De volta às casas, ao contrário do costume, os velhos ainda andavam na rua, apesar do lusco-fusco avançado, talvez pelo tempo ameno, talvez pelo visitante, filho de um dos casais. Ofereceu-nos morujas, enquanto separava as mais amarelas. Crescem junto aos ribeiros. Comemo-las ao jantar, temperadas como salada.

morujas

Hoje seguimos para a Cigadonha, mui venerável castelo junto aos caminhos que ligavam Carviçais a Mós e a Felgar. Curioso percurso, apenas com indicações nos primeiros e últimos cem metros. Obviamente, perdemo-nos. Um senhor que rebocava uma oliveira velha (que já me tinha ajudado noutra altura) endireitou-nos a rota. Se seguirem por aquele pinhal onde andaram a cortar, sempre junto à parede, encontram o caminho para castelo. Seguimos as instruções e, obviamente, perdemo-nos de novo. Descemos ao vale através de um carvalhal e árvores altas e certas, um delírio para os sentidos, que acabava num ribeiro de pouca água. Tirei as botas e molhei os pés. O Hugo teve medo do frio. E com razão.

Acabámos por dar uma volta bem maior do que o necessário mas terminámos em Carviçais, empunhando uma meia de bagaço bem no ar. Missão cumprida.

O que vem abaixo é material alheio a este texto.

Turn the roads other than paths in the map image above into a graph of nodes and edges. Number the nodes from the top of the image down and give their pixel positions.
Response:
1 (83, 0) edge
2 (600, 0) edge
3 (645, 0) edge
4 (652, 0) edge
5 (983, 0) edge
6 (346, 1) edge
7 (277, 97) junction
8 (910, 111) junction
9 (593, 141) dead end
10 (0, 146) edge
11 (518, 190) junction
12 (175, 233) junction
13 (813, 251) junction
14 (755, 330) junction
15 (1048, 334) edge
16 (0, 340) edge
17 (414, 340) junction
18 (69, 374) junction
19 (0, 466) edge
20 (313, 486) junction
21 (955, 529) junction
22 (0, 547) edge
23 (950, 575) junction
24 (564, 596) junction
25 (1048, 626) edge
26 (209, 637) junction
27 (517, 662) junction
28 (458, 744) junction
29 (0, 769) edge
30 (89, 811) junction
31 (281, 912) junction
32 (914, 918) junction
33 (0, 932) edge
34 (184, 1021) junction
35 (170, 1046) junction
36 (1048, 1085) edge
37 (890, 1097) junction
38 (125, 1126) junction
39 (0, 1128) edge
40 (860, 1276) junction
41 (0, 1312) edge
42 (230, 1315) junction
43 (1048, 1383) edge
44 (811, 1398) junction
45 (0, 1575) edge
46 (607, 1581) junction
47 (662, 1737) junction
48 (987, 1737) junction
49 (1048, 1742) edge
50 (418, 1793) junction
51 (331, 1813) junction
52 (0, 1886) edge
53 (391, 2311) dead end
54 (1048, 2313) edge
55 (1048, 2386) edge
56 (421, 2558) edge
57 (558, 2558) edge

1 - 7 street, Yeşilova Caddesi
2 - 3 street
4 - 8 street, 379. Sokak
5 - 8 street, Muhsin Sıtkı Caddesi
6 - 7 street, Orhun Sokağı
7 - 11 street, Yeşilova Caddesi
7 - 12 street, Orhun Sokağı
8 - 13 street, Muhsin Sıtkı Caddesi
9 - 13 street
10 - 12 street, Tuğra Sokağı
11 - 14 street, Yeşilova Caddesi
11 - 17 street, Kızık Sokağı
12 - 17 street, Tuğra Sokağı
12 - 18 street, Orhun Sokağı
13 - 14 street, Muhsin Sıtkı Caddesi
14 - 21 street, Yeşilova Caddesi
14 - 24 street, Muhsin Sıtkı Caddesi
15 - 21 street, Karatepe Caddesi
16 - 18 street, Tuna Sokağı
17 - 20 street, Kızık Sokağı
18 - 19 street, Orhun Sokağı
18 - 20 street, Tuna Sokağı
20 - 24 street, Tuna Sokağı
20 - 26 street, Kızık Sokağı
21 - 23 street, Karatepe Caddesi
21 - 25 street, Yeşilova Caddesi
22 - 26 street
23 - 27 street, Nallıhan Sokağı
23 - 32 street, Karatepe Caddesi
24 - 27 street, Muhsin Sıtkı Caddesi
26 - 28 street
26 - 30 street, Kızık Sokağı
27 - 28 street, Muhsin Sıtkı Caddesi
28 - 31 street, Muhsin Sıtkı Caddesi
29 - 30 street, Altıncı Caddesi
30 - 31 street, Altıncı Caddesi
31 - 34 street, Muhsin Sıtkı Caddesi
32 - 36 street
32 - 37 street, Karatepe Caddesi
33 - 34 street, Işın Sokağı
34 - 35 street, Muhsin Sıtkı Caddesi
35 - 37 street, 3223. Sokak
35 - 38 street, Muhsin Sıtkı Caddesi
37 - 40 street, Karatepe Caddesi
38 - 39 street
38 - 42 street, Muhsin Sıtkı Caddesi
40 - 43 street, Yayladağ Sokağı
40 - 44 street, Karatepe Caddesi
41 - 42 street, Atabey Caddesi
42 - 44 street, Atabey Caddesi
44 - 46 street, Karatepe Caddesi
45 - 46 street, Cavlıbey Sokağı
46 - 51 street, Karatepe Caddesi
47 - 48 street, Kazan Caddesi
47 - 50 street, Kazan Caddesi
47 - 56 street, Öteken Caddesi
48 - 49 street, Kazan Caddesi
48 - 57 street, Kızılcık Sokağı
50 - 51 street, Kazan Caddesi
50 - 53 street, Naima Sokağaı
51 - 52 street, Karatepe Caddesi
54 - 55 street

Na obra, os homens mostraram-nos o muro da entrada acabado. Uma das duas ombreiras da portalada tinha sido derrubada pela retro para poder passar (há meses já) e ontem ajudámos os homens a levantá-la de novo. Hoje calçaram-na e fecharam o muro com pedras novas. Ficou bem convincente.

muro novo

A Fidalga continua fraca. Comprei-lhe um antibiótico. Espero que melhore.